问题
I am trying to use psycopg2's connection pool with python's multiprocess library.
Currently, attempting to share the connection pool amongst threads in the manner described above causes:
psycopg2.OperationalError: SSL error: decryption failed or bad record mac
The following code should reproduce the error, which the caveat that the reader has to set up a simple postgres database.
from multiprocessing import Pool
from psycopg2 import pool
import psycopg2
import psycopg2.extras
connection_pool = pool.ThreadedConnectionPool(1, 200, database='postgres', user='postgres',password='postgres', host='localhost')
class ConnectionFromPool:
"""
Class to establish a connection with the local PostgreSQL database
To use:
query = SELECT * FROM ticker_metadata
with ConnectionFromPool() as cursor:
cursor.execute(query)
results = cursor.fetchall()
Returns:
Arrayed Dictionary of results
[{...},{...},{...}]
"""
def __init__(self):
self.connection_pool = None
self.cursor = None
self.connection = None
def __enter__(self):
self.connection = connection_pool.getconn()

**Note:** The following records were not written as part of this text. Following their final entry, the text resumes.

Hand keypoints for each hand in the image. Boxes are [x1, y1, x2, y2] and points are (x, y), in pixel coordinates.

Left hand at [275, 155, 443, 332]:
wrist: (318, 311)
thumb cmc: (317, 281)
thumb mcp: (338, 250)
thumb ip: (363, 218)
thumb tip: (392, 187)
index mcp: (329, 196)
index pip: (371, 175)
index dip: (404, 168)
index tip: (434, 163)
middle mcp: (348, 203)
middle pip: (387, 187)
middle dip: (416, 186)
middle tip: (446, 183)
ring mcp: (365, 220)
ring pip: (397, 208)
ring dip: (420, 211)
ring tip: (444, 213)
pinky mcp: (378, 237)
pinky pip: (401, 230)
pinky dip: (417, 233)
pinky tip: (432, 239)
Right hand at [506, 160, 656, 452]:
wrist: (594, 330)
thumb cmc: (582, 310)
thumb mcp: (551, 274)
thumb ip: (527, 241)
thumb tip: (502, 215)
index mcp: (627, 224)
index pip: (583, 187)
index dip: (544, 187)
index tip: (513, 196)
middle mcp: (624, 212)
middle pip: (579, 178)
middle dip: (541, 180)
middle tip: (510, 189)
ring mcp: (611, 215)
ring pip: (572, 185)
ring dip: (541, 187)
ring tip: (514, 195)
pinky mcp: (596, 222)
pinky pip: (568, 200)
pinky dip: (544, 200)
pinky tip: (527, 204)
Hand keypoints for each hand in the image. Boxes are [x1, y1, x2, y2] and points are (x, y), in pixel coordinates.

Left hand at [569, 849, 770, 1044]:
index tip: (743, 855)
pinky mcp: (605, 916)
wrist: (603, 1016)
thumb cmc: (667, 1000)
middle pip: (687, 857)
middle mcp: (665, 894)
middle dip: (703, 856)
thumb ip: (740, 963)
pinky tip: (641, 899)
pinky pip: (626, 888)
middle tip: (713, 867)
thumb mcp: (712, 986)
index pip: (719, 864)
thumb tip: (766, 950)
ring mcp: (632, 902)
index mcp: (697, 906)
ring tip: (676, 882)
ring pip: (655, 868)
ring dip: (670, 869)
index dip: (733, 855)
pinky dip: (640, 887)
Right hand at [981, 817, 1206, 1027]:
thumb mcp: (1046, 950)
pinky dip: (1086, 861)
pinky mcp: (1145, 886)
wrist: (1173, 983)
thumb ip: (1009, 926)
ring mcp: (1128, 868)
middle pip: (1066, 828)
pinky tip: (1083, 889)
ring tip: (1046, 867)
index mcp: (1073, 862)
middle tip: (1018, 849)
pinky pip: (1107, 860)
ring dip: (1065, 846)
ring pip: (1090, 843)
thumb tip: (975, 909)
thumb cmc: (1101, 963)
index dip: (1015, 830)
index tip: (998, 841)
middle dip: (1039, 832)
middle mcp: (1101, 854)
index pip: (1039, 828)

self.cursor = self.connection.cursor(cursor_factory=psycopg2.extras.RealDictCursor)
return self.cursor
def __exit__(self, exc_type, exc_val, exc_tb):
if exc_val is not None:
self.connection.rollback()
else:
self.cursor.close()
self.connection.commit()
connection_pool.putconn(self.connection)
def test_query(col_attribute):
"""
Simple SQL query
"""
query = f"""SELECT *
FROM col
WHERE col = {col_attribute}
;"""
with ConnectionFromPool() as cursor:
cursor.execute(query)
result = cursor.fetchall()
return result
def multiprocessing(func, args, n_workers=2):
"""spawns multiple processes
Args:
func: function, to be performed
args: list of args to be passed to each call of func
n_workers: number of processes to be spawned
Return:
A list, containing the results of each proccess
"""
with Pool(processes=n_workers) as executor:
res = executor.starmap(func, args)
return list(res)
def main():
args = [[i] for i in range(1000)]
results = multiprocessing(test_query, args, 2)
if __name__ == "__main__":
main()
What I have already tried:
- Having each process open and close its own connection to the database, instead of attempting to use a connection pool. This is slow.
- Having each process use its own connection pool, this is also slow.
- Passing a connection a psycopg2 connection object to each process, instead of having this implicitly called with the
with
statement in the sql query. This throws an error claiming that the connection object is not pickle-able.
Note: If I put a sleep
operation in all but one of the processes, the non-sleeping processes runs fine and executes its query, until the remaining threads un-sleep, then I get the above error.
What I have already read:
- Share connection to postgres db across processes in Python
- Python: decryption failed or bad record mac when calling from Thread
- Connection problems with SQLAlchemy and multiple processes
Finally:
How can I use a connection pool (psycopg2) with python's multiprocess (multiprocessing). I am open to using other libraries so long as they work with python and postgresql databases.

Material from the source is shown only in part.